-- Opening Marker --

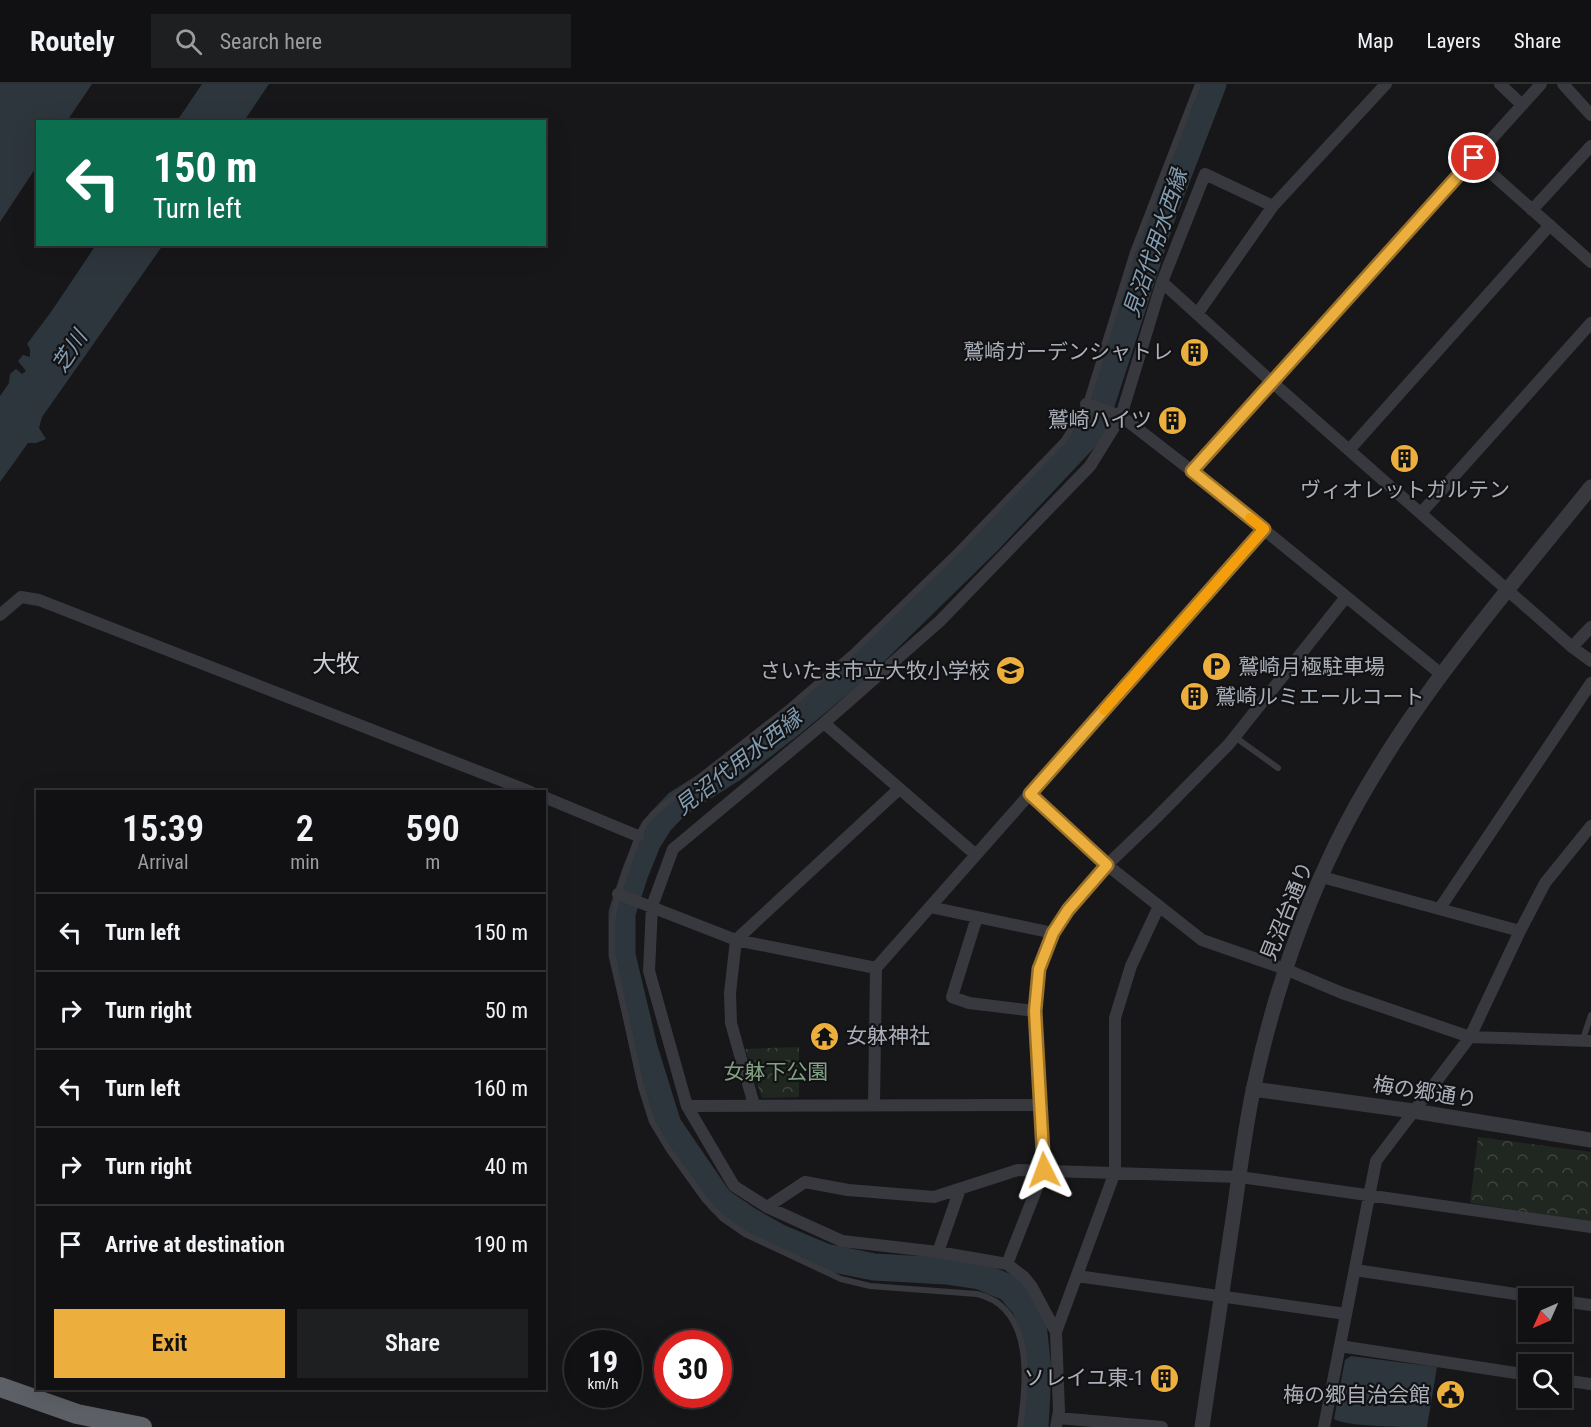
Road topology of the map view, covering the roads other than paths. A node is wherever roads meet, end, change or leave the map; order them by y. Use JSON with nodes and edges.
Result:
{"nodes":[{"id":1,"x":1198,"y":84,"type":"edge"},
{"id":2,"x":1386,"y":84,"type":"edge"},
{"id":3,"x":1500,"y":84,"type":"edge"},
{"id":4,"x":1541,"y":84,"type":"edge"},
{"id":5,"x":1563,"y":84,"type":"edge"},
{"id":6,"x":1522,"y":105,"type":"junction"},
{"id":7,"x":1591,"y":115,"type":"edge"},
{"id":8,"x":1591,"y":146,"type":"edge"},
{"id":9,"x":1474,"y":158,"type":"junction"},
{"id":10,"x":1273,"y":206,"type":"junction"},
{"id":11,"x":1532,"y":210,"type":"junction"},
{"id":12,"x":1550,"y":225,"type":"junction"},
{"id":13,"x":1591,"y":262,"type":"edge"},
{"id":14,"x":1162,"y":282,"type":"junction"},
{"id":15,"x":1197,"y":314,"type":"junction"},
{"id":16,"x":1591,"y":323,"type":"edge"},
{"id":17,"x":1273,"y":383,"type":"junction"},
{"id":18,"x":1086,"y":404,"type":"junction"},
{"id":19,"x":1121,"y":416,"type":"junction"},
{"id":20,"x":1349,"y":450,"type":"junction"},
{"id":21,"x":1192,"y":471,"type":"junction"},
{"id":22,"x":1591,"y":487,"type":"edge"},
{"id":23,"x":1422,"y":513,"type":"junction"},
{"id":24,"x":1264,"y":529,"type":"junction"},
{"id":25,"x":1508,"y":590,"type":"junction"},
{"id":26,"x":1346,"y":597,"type":"junction"},
{"id":27,"x":0,"y":615,"type":"edge"},
{"id":28,"x":1591,"y":627,"type":"edge"},
{"id":29,"x":1572,"y":647,"type":"junction"},
{"id":30,"x":1591,"y":661,"type":"edge"},
{"id":31,"x":1441,"y":674,"type":"junction"},
{"id":32,"x":1591,"y":683,"type":"edge"},
{"id":33,"x":824,"y":723,"type":"junction"},
{"id":34,"x":1235,"y":737,"type":"junction"},
{"id":35,"x":1278,"y":768,"type":"dead end"},
{"id":36,"x":900,"y":789,"type":"junction"},
{"id":37,"x":526,"y":790,"type":"edge"},
{"id":38,"x":1030,"y":794,"type":"junction"},
{"id":39,"x":546,"y":798,"type":"edge"},
{"id":40,"x":1591,"y":826,"type":"edge"},
{"id":41,"x":638,"y":836,"type":"junction"},
{"id":42,"x":976,"y":855,"type":"junction"},
{"id":43,"x":1107,"y":865,"type":"junction"},
{"id":44,"x":1322,"y":877,"type":"junction"},
{"id":45,"x":618,"y":894,"type":"junction"},
{"id":46,"x":652,"y":906,"type":"junction"},
{"id":47,"x":1159,"y":906,"type":"junction"},
{"id":48,"x":930,"y":907,"type":"junction"},
{"id":49,"x":1440,"y":909,"type":"junction"},
{"id":50,"x":977,"y":917,"type":"junction"},
{"id":51,"x":1520,"y":931,"type":"junction"},
{"id":52,"x":1053,"y":933,"type":"junction"},
{"id":53,"x":736,"y":940,"type":"junction"},
{"id":54,"x":876,"y":968,"type":"junction"},
{"id":55,"x":1286,"y":969,"type":"junction"},
{"id":56,"x":1035,"y":1011,"type":"junction"},
{"id":57,"x":1591,"y":1015,"type":"edge"},
{"id":58,"x":1470,"y":1037,"type":"junction"},
{"id":59,"x":1587,"y":1040,"type":"edge"},
{"id":60,"x":1253,"y":1089,"type":"junction"},
{"id":61,"x":754,"y":1105,"type":"junction"},
{"id":62,"x":874,"y":1105,"type":"junction"},
{"id":63,"x":1040,"y":1105,"type":"junction"},
{"id":64,"x":687,"y":1106,"type":"junction"},
{"id":65,"x":1413,"y":1111,"type":"junction"},
{"id":66,"x":1591,"y":1140,"type":"edge"},
{"id":67,"x":1044,"y":1170,"type":"junction"},
{"id":68,"x":1115,"y":1172,"type":"junction"},
{"id":69,"x":1240,"y":1177,"type":"junction"},
{"id":70,"x":960,"y":1189,"type":"junction"},
{"id":71,"x":1369,"y":1195,"type":"junction"},
{"id":72,"x":767,"y":1208,"type":"junction"},
{"id":73,"x":1591,"y":1227,"type":"edge"},
{"id":74,"x":938,"y":1252,"type":"junction"},
{"id":75,"x":1007,"y":1264,"type":"junction"},
{"id":76,"x":1355,"y":1270,"type":"junction"},
{"id":77,"x":1077,"y":1276,"type":"junction"},
{"id":78,"x":1518,"y":1294,"type":"edge"},
{"id":79,"x":1221,"y":1297,"type":"junction"},
{"id":80,"x":1572,"y":1302,"type":"edge"},
{"id":81,"x":1591,"y":1305,"type":"edge"},
{"id":82,"x":1346,"y":1314,"type":"junction"},
{"id":83,"x":1056,"y":1332,"type":"junction"},
{"id":84,"x":1340,"y":1346,"type":"junction"},
{"id":85,"x":1518,"y":1373,"type":"edge"},
{"id":86,"x":1572,"y":1381,"type":"edge"},
{"id":87,"x":1591,"y":1384,"type":"edge"},
{"id":88,"x":0,"y":1387,"type":"edge"},
{"id":89,"x":1057,"y":1422,"type":"edge"},
{"id":90,"x":142,"y":1427,"type":"edge"},
{"id":91,"x":1020,"y":1427,"type":"edge"},
{"id":92,"x":1162,"y":1427,"type":"edge"},
{"id":93,"x":1202,"y":1427,"type":"edge"},
{"id":94,"x":1324,"y":1427,"type":"edge"}],
"edges":[{"from":1,"to":18,"type":"lane"},
{"from":2,"to":10,"type":"street"},
{"from":3,"to":6,"type":"street"},
{"from":4,"to":6,"type":"street"},
{"from":5,"to":7,"type":"street"},
{"from":6,"to":9,"type":"street"},
{"from":8,"to":11,"type":"street"},
{"from":9,"to":11,"type":"street"},
{"from":9,"to":17,"type":"street"},
{"from":10,"to":14,"type":"street"},
{"from":10,"to":15,"type":"street"},
{"from":11,"to":12,"type":"street"},
{"from":12,"to":13,"type":"street"},
{"from":12,"to":20,"type":"street"},
{"from":14,"to":15,"type":"street"},
{"from":14,"to":19,"type":"street"},
{"from":15,"to":17,"type":"street"},
{"from":16,"to":23,"type":"street"},
{"from":17,"to":20,"type":"street"},
{"from":17,"to":21,"type":"street"},
{"from":18,"to":19,"type":"street"},
{"from":18,"to":41,"type":"lane"},
{"from":19,"to":21,"type":"street"},
{"from":19,"to":33,"type":"street"},
{"from":20,"to":23,"type":"street"},
{"from":21,"to":24,"type":"street"},
{"from":22,"to":25,"type":"street","name":"見沼台通り"},
{"from":23,"to":25,"type":"street"},
{"from":24,"to":26,"type":"street"},
{"from":24,"to":38,"type":"street"},
{"from":25,"to":29,"type":"street"},
{"from":25,"to":31,"type":"street","name":"見沼台通り"},
{"from":26,"to":31,"type":"street"},
{"from":26,"to":34,"type":"street"},
{"from":27,"to":37,"type":"street"},
{"from":28,"to":29,"type":"street"},
{"from":29,"to":30,"type":"street"},
{"from":31,"to":44,"type":"street","name":"見沼台通り"},
{"from":32,"to":49,"type":"street"},
{"from":33,"to":36,"type":"street"},
{"from":33,"to":46,"type":"street"},
{"from":34,"to":35,"type":"lane"},
{"from":34,"to":43,"type":"street"},
{"from":36,"to":42,"type":"street"},
{"from":36,"to":53,"type":"street"},
{"from":38,"to":42,"type":"street"},
{"from":38,"to":43,"type":"street"},
{"from":39,"to":41,"type":"street"},
{"from":40,"to":51,"type":"street"},
{"from":41,"to":45,"type":"lane"},
{"from":42,"to":48,"type":"street"},
{"from":43,"to":47,"type":"street"},
{"from":43,"to":52,"type":"street"},
{"from":44,"to":49,"type":"street"},
{"from":44,"to":55,"type":"street","name":"見沼台通り"},
{"from":45,"to":46,"type":"street"},
{"from":45,"to":91,"type":"lane"},
{"from":46,"to":53,"type":"street"},
{"from":46,"to":64,"type":"street"},
{"from":47,"to":55,"type":"street"},
{"from":47,"to":68,"type":"street"},
{"from":48,"to":50,"type":"street"},
{"from":48,"to":54,"type":"street"},
{"from":49,"to":51,"type":"street"},
{"from":50,"to":52,"type":"street"},
{"from":50,"to":56,"type":"street"},
{"from":51,"to":58,"type":"street"},
{"from":52,"to":56,"type":"street"},
{"from":53,"to":54,"type":"street"},
{"from":53,"to":61,"type":"street"},
{"from":54,"to":62,"type":"street"},
{"from":55,"to":58,"type":"street"},
{"from":55,"to":60,"type":"street","name":"見沼台通り"},
{"from":56,"to":63,"type":"street"},
{"from":57,"to":59,"type":"lane"},
{"from":58,"to":59,"type":"street"},
{"from":58,"to":65,"type":"street"},
{"from":60,"to":65,"type":"street","name":"梅の郷通り"},
{"from":60,"to":69,"type":"street","name":"見沼台通り"},
{"from":61,"to":62,"type":"street"},
{"from":61,"to":64,"type":"street"},
{"from":62,"to":63,"type":"street"},
{"from":63,"to":67,"type":"street"},
{"from":64,"to":72,"type":"street"},
{"from":65,"to":66,"type":"street","name":"梅の郷通り"},
{"from":65,"to":71,"type":"street"},
{"from":67,"to":68,"type":"street"},
{"from":67,"to":70,"type":"street"},
{"from":67,"to":75,"type":"street"},
{"from":68,"to":69,"type":"street"},
{"from":68,"to":77,"type":"street"},
{"from":69,"to":71,"type":"street"},
{"from":69,"to":79,"type":"street","name":"見沼台通り"},
{"from":70,"to":72,"type":"street"},
{"from":70,"to":74,"type":"street"},
{"from":71,"to":73,"type":"street"},
{"from":71,"to":76,"type":"street"},
{"from":72,"to":74,"type":"street"},
{"from":74,"to":75,"type":"street"},
{"from":75,"to":83,"type":"street"},
{"from":76,"to":78,"type":"street"},
{"from":76,"to":82,"type":"street"},
{"from":77,"to":79,"type":"street"},
{"from":77,"to":83,"type":"street"},
{"from":79,"to":82,"type":"street"},
{"from":79,"to":93,"type":"street","name":"見沼台通り"},
{"from":80,"to":81,"type":"street"},
{"from":82,"to":84,"type":"street"},
{"from":83,"to":89,"type":"street"},
{"from":84,"to":85,"type":"street"},
{"from":84,"to":94,"type":"street"},
{"from":86,"to":87,"type":"street"},
{"from":88,"to":90,"type":"highway"},
{"from":89,"to":92,"type":"street"}]}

-- Closing Marker --

* [Task details] Say how many lines of these records hold the string "lane", giving the number and no other words.

* [Completed task] 6